No entanto, nada se sabe da CGU a respeito do mais novo escândalo da praça. O BNDES (Banco Nacional de Desenvolvimento Econômico e Social) vendeu ações que detinha da Petrobras. No momento seguinte, a Petrobras procedeu à maior distribuição de dividendos da história. Sem contar o valor dos papéis, apenas os dividendos pagos às ações do banco – agora em mãos de terceiros – era maior do que o que o banco apurou na venda.

É evidente que houve uma jogada de cartas marcadas por quem tinha o controle no BNDES e na Petrobras.

Esse tipo de jogada é antiga. No governo Itamar Franco, fui procurado por um assessor de Ministro para explicar a razão do BNDES abrir um fundo com ações de Telebrás e colocá-lo no mercado. Disse que havia uma grande expectativa de valorização dos papéis. Assim, dando liquidez a uma parcela menor, ele valorizava todo seu portfolio. Pouco tempos depois, todas as ações foram vendidas para o banco Bozzano Simonsen. E o funcionário – que depois ocuparia altos cargos na Eletrobras – saiu para trabalhar no banco.

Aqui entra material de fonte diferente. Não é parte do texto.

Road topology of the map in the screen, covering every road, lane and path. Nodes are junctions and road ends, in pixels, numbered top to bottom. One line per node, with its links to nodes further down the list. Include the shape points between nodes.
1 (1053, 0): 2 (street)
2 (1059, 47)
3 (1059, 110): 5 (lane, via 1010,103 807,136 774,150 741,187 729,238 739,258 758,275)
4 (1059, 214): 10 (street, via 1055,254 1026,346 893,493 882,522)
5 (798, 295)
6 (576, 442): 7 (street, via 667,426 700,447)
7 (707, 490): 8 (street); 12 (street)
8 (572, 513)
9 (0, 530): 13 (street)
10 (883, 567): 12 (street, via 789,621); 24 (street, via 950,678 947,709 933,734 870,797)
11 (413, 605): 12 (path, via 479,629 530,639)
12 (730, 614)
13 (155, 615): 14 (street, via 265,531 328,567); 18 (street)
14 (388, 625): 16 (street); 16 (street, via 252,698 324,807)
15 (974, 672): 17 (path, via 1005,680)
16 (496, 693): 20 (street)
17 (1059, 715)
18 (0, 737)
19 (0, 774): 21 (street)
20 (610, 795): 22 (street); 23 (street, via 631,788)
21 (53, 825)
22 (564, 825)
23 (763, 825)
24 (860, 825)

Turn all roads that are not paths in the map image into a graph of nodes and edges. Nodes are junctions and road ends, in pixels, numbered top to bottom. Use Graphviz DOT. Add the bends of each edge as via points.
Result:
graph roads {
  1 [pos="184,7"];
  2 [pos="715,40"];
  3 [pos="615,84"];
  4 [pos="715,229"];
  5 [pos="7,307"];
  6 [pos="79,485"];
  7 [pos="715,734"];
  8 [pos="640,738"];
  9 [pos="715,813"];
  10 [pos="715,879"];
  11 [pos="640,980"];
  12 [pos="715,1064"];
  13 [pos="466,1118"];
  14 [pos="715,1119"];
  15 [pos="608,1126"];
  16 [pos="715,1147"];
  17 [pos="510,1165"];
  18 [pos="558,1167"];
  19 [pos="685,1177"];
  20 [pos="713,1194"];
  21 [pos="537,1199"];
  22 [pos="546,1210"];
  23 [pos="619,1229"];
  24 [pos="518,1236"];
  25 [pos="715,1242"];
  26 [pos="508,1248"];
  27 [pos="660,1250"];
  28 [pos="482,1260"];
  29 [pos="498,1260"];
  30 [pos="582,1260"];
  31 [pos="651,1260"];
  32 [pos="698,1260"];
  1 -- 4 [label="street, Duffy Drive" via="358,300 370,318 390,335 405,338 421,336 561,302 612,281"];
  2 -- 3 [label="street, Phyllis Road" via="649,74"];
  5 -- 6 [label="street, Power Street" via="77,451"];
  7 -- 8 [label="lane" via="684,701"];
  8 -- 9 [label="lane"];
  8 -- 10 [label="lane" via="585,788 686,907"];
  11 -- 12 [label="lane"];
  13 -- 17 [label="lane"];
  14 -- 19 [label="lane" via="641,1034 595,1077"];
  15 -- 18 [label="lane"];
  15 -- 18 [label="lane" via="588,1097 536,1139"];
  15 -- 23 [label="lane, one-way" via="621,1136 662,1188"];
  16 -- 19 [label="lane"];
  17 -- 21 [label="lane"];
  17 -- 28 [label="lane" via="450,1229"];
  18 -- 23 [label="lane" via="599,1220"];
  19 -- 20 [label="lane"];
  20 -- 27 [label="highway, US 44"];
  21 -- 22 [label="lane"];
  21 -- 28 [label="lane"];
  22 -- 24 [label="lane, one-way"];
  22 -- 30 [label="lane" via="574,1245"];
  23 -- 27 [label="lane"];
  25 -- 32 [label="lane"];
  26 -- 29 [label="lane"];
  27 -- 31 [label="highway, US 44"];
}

Se a CGU quiser, efetivamente, ser uma instituição séria, tem que apurar a cadeia de comando que levou à venda das ações da Petrobras pelo BNDES.

Mas não apenas isso. O grande ativo público, hoje em dia, são grandes bases de dados públicas. Nos últimos anos houve um acesso desenfreado de grandes bigdatas a essas bases, sem nenhum controle por parte de órgãos como a CGU e os Tribunais de Conta.

A Prefeitura de São Paulo, por exemplo, organizou uma licitação da Zona Azul de cartas marcadas – beneficiando a Estapar, do grupo BTG. Incluiu nos cálculos de outorga apenas o faturamento esperado na venda de estacionamento. Deixou de fora o acesso a 3,5 milhões de cartões de crédito – com a possibilidade de casar cartão com comércio no local de estacionamento. Técnicos do Tribunal de Contas do Município mostraram a discrepância. O presidente do TCM, indicado pelo PT, concordou com os técnicos e, depois, surpreendentemente, voltou atrás.

Denunciei aqui. Uma procuradora correta abriu um procedimento. O único resultado desse jogo foi um enorme processo aberto pelo BTG contra o GGN.

Antes disso, na gestão João Dória Jr, a prefeitura entregou à empresa Neoway o controle de toda a folha de pagamentos do município. E Doria ainda inverteu o sentido da doação: não era a Prefeitura passando dados pessoas de funcionários à Neoway, mas a empresa “ajudando” a organizar a base de dados. Ainda passou por benemérita.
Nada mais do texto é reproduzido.